§ Work required
Your output should contain every record, unchanged.
[Records supplied]
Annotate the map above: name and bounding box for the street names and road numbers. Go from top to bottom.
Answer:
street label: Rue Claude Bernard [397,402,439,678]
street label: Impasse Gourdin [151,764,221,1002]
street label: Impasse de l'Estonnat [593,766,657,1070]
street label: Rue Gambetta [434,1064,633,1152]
[/Records supplied]
§ Reply to the task
Annotate the map above: name and bounding box for the street names and road numbers. Go from top to bottom.
Answer:
street label: Rue Claude Bernard [397,402,439,678]
street label: Impasse Gourdin [151,764,221,1002]
street label: Impasse de l'Estonnat [593,766,657,1070]
street label: Rue Gambetta [434,1064,633,1152]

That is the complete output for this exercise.